__Exercise brief__
The answer should consist of all the records, written out word for word.

Saved data entries:
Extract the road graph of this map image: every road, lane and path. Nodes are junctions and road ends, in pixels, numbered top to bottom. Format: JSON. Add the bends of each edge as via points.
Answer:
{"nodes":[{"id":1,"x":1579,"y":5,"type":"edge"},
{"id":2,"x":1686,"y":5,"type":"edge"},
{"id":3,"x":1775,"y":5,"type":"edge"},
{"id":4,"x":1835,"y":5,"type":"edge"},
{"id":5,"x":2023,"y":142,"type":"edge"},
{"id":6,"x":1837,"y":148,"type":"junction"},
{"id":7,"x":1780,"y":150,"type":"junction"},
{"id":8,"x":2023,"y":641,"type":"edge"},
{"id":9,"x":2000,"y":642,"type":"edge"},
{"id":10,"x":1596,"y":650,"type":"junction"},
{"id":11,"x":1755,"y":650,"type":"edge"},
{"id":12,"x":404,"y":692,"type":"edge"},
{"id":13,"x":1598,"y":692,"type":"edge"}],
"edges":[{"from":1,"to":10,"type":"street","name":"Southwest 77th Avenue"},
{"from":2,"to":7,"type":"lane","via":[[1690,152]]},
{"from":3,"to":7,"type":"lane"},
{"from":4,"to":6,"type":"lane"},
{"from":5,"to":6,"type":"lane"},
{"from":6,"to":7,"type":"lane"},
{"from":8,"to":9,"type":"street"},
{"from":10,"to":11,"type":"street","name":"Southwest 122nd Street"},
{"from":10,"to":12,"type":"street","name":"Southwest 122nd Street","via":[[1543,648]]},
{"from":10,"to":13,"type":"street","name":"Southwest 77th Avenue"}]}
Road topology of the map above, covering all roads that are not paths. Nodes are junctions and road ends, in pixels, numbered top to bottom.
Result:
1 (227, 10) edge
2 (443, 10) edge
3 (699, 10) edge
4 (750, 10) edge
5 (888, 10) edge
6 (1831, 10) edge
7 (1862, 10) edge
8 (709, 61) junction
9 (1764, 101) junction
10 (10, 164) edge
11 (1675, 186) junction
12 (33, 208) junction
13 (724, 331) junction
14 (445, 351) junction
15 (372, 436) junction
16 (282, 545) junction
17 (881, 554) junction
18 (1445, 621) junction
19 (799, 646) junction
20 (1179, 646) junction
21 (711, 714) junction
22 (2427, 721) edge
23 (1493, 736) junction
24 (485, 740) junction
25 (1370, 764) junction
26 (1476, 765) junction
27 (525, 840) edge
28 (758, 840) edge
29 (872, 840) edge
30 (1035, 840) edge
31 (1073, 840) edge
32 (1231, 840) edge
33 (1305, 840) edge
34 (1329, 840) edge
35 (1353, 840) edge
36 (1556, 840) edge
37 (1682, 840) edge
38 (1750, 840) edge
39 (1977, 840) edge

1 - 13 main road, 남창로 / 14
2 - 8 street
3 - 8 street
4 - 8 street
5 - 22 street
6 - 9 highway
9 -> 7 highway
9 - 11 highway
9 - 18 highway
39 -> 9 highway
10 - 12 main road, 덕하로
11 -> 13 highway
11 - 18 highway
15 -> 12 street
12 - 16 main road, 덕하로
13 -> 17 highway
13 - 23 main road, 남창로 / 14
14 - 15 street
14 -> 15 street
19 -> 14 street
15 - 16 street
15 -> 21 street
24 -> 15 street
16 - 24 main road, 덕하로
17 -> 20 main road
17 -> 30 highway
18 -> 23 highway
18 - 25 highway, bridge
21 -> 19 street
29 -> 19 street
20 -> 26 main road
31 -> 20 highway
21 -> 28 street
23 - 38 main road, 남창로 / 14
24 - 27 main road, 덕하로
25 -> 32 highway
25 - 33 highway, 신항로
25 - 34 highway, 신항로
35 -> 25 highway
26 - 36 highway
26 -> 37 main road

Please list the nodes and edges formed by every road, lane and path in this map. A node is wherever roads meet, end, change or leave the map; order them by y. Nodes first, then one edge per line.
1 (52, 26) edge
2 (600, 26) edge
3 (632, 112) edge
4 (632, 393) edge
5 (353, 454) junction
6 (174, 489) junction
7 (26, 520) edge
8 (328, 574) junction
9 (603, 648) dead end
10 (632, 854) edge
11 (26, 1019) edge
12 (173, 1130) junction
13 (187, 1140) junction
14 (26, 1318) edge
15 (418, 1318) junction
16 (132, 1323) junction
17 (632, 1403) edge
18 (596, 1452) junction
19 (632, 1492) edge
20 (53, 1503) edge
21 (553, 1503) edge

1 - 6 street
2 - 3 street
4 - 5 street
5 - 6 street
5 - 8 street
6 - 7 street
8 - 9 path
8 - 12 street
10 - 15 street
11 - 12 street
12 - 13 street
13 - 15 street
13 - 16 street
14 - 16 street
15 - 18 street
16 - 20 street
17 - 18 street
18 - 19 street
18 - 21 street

__Answer to this task__
Extract the road graph of this map image: every road, lane and path. Nodes are junctions and road ends, in pixels, numbered top to bottom. Format: JSON. Add the bends of each edge as via points.
Answer:
{"nodes":[{"id":1,"x":1579,"y":5,"type":"edge"},
{"id":2,"x":1686,"y":5,"type":"edge"},
{"id":3,"x":1775,"y":5,"type":"edge"},
{"id":4,"x":1835,"y":5,"type":"edge"},
{"id":5,"x":2023,"y":142,"type":"edge"},
{"id":6,"x":1837,"y":148,"type":"junction"},
{"id":7,"x":1780,"y":150,"type":"junction"},
{"id":8,"x":2023,"y":641,"type":"edge"},
{"id":9,"x":2000,"y":642,"type":"edge"},
{"id":10,"x":1596,"y":650,"type":"junction"},
{"id":11,"x":1755,"y":650,"type":"edge"},
{"id":12,"x":404,"y":692,"type":"edge"},
{"id":13,"x":1598,"y":692,"type":"edge"}],
"edges":[{"from":1,"to":10,"type":"street","name":"Southwest 77th Avenue"},
{"from":2,"to":7,"type":"lane","via":[[1690,152]]},
{"from":3,"to":7,"type":"lane"},
{"from":4,"to":6,"type":"lane"},
{"from":5,"to":6,"type":"lane"},
{"from":6,"to":7,"type":"lane"},
{"from":8,"to":9,"type":"street"},
{"from":10,"to":11,"type":"street","name":"Southwest 122nd Street"},
{"from":10,"to":12,"type":"street","name":"Southwest 122nd Street","via":[[1543,648]]},
{"from":10,"to":13,"type":"street","name":"Southwest 77th Avenue"}]}
Road topology of the map above, covering all roads that are not paths. Nodes are junctions and road ends, in pixels, numbered top to bottom.
Result:
1 (227, 10) edge
2 (443, 10) edge
3 (699, 10) edge
4 (750, 10) edge
5 (888, 10) edge
6 (1831, 10) edge
7 (1862, 10) edge
8 (709, 61) junction
9 (1764, 101) junction
10 (10, 164) edge
11 (1675, 186) junction
12 (33, 208) junction
13 (724, 331) junction
14 (445, 351) junction
15 (372, 436) junction
16 (282, 545) junction
17 (881, 554) junction
18 (1445, 621) junction
19 (799, 646) junction
20 (1179, 646) junction
21 (711, 714) junction
22 (2427, 721) edge
23 (1493, 736) junction
24 (485, 740) junction
25 (1370, 764) junction
26 (1476, 765) junction
27 (525, 840) edge
28 (758, 840) edge
29 (872, 840) edge
30 (1035, 840) edge
31 (1073, 840) edge
32 (1231, 840) edge
33 (1305, 840) edge
34 (1329, 840) edge
35 (1353, 840) edge
36 (1556, 840) edge
37 (1682, 840) edge
38 (1750, 840) edge
39 (1977, 840) edge

1 - 13 main road, 남창로 / 14
2 - 8 street
3 - 8 street
4 - 8 street
5 - 22 street
6 - 9 highway
9 -> 7 highway
9 - 11 highway
9 - 18 highway
39 -> 9 highway
10 - 12 main road, 덕하로
11 -> 13 highway
11 - 18 highway
15 -> 12 street
12 - 16 main road, 덕하로
13 -> 17 highway
13 - 23 main road, 남창로 / 14
14 - 15 street
14 -> 15 street
19 -> 14 street
15 - 16 street
15 -> 21 street
24 -> 15 street
16 - 24 main road, 덕하로
17 -> 20 main road
17 -> 30 highway
18 -> 23 highway
18 - 25 highway, bridge
21 -> 19 street
29 -> 19 street
20 -> 26 main road
31 -> 20 highway
21 -> 28 street
23 - 38 main road, 남창로 / 14
24 - 27 main road, 덕하로
25 -> 32 highway
25 - 33 highway, 신항로
25 - 34 highway, 신항로
35 -> 25 highway
26 - 36 highway
26 -> 37 main road

Please list the nodes and edges formed by every road, lane and path in this map. A node is wherever roads meet, end, change or leave the map; order them by y. Nodes first, then one edge per line.
1 (52, 26) edge
2 (600, 26) edge
3 (632, 112) edge
4 (632, 393) edge
5 (353, 454) junction
6 (174, 489) junction
7 (26, 520) edge
8 (328, 574) junction
9 (603, 648) dead end
10 (632, 854) edge
11 (26, 1019) edge
12 (173, 1130) junction
13 (187, 1140) junction
14 (26, 1318) edge
15 (418, 1318) junction
16 (132, 1323) junction
17 (632, 1403) edge
18 (596, 1452) junction
19 (632, 1492) edge
20 (53, 1503) edge
21 (553, 1503) edge

1 - 6 street
2 - 3 street
4 - 5 street
5 - 6 street
5 - 8 street
6 - 7 street
8 - 9 path
8 - 12 street
10 - 15 street
11 - 12 street
12 - 13 street
13 - 15 street
13 - 16 street
14 - 16 street
15 - 18 street
16 - 20 street
17 - 18 street
18 - 19 street
18 - 21 street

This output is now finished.